The age distribution was 38 people (12.3%) under the age of 18, 10 people (3.2%) aged 18 to 24, 56 people (18.1%) aged 25 to 44, 138 people (44.5%) aged 45 to 64, and 68 people (21.9%) who were 65 or older. The median age was 52.6 years. For every 100 females, there were 102.6 males. For every 100 females aged 18 and over, there were 106.1 males.

There were 162 housing units at an average density of 328.7 /sqmi, of which 73.8% were owner-occupied and 26.2% were occupied by renters. The homeowner vacancy rate was 1.0%; the rental vacancy rate was 2.6%. 75.2% of the population lived in owner-occupied housing units and 20.6% lived in rental housing units.

===2000===
At the 2000 census, the median household income was $125,402 and the median family income was $152,174. The per capita income for the CDP was $66,476. None of the families and 10.5% of the population were living below the poverty line.

==Education==
Much of Muir Beach is in the Mill Valley School District, while a portion is in the Bolinas-Stinson Union Elementary School District. All of Muir Beach is in the Tamalpais Union High School District, and the Marin Community College District.

Students attend public schools in or near Mill Valley at Tamalpais Valley Elementary School (kindergarten - grade 5), Mill Valley Middle School (grades 6 - 8), and Tamalpais High School (grades 9 - 12).

==Climate==
According to the Köppen Climate Classification system, Muir Beach has a warm-summer Mediterranean climate, abbreviated "Csb" on climate maps. Like much of the California coast, summer afternoons are often cool and windy (and sometimes foggy) as winds blow in off the ocean. It receives a good amount of rain with 1034.70 mm of rain.

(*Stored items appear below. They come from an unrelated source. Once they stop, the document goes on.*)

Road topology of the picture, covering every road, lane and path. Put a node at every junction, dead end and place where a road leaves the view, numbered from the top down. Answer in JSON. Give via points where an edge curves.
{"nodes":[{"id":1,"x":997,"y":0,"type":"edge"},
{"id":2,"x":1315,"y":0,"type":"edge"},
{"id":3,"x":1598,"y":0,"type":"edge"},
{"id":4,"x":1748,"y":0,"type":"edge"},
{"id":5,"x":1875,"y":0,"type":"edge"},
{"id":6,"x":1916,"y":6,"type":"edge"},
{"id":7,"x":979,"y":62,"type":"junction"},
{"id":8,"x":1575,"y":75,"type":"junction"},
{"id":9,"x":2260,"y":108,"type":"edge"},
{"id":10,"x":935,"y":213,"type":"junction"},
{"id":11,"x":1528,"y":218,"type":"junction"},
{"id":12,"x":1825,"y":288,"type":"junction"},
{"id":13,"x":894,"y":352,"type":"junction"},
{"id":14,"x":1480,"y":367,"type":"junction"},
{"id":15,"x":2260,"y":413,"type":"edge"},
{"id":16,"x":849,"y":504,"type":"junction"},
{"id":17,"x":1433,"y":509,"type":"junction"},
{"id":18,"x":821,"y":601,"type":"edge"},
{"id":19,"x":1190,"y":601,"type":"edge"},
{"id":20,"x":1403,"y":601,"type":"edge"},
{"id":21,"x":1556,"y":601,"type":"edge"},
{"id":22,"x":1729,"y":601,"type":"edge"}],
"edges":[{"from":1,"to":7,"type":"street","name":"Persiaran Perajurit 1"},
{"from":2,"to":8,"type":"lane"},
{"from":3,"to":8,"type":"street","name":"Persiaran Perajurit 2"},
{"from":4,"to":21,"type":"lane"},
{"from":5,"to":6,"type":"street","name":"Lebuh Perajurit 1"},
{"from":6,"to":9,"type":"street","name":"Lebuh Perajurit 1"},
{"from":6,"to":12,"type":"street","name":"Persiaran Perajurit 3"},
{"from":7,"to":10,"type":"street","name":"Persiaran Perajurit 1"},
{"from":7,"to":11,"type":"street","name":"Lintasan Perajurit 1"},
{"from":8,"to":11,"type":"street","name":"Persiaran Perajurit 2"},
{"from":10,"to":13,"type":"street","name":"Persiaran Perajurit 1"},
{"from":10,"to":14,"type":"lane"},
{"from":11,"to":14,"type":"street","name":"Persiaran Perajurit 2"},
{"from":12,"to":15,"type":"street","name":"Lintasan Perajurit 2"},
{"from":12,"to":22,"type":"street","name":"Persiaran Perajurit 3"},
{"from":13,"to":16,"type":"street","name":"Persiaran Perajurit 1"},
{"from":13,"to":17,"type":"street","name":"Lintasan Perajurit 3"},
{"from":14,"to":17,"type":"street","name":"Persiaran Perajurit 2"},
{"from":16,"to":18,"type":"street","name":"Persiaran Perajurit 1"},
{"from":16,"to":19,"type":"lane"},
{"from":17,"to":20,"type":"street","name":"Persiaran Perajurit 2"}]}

Climate data for Stinson Beach (Bolinas), California
| Month | Jan | Feb | Mar | Apr | May | Jun | Jul | Aug | Sep | Oct | Nov | Dec | Year |
| Mean daily maximum °F (°C) | 55.3 (12.9) | 59.6 (15.3) | 63.0 (17.2) | 66.0 (18.9) | 69.5 (20.8) | 73.8 (23.2) | 76.3 (24.6) | 76.7 (24.8) | 76.7 (24.8) | 72.0 (22.2) | 62.6 (17.0) | 55.4 (13.0) | 67.2 (19.6) |
| Mean daily minimum °F (°C) | 42.9 (6.1) | 44.8 (7.1) | 46.1 (7.8) | 47.5 (8.6) | 50.0 (10.0) | 52.7 (11.5) | 54.0 (12.2) | 54.5 (12.5) | 53.8 (12.1) | 51.4 (10.8) | 47.1 (8.4) | 43.1 (6.2) | 49.0 (9.4) |
| Average precipitation inches (mm) | 6.2 (160) | 6.2 (160) | 4.6 (120) | 2.0 (51) | 1.1 (28) | 0.3 (7.6) | 0 (0) | 0.1 (2.5) | 0.3 (7.6) | 1.7 (43) | 4.4 (110) | 6.5 (170) | 33.4 (859.7) |
Source: Bestplaces.net

==Local government==
Muir Beach is unincorporated, receiving general government services from Marin County, including law enforcement, land-use planning, library, public health, and code enforcement. A special district, the Muir Beach Community Services District, provides local services, including fire protection, water, road maintenance, and recreation. The District has a board of directors, with five members elected to four-year terms. The District includes all of the Muir Beach CDP, plus Green Gulch Farm. (See map of MBCSD.)

== Notable history ==
On December 11, 1965, Muir Beach was the site of the Third Acid Test.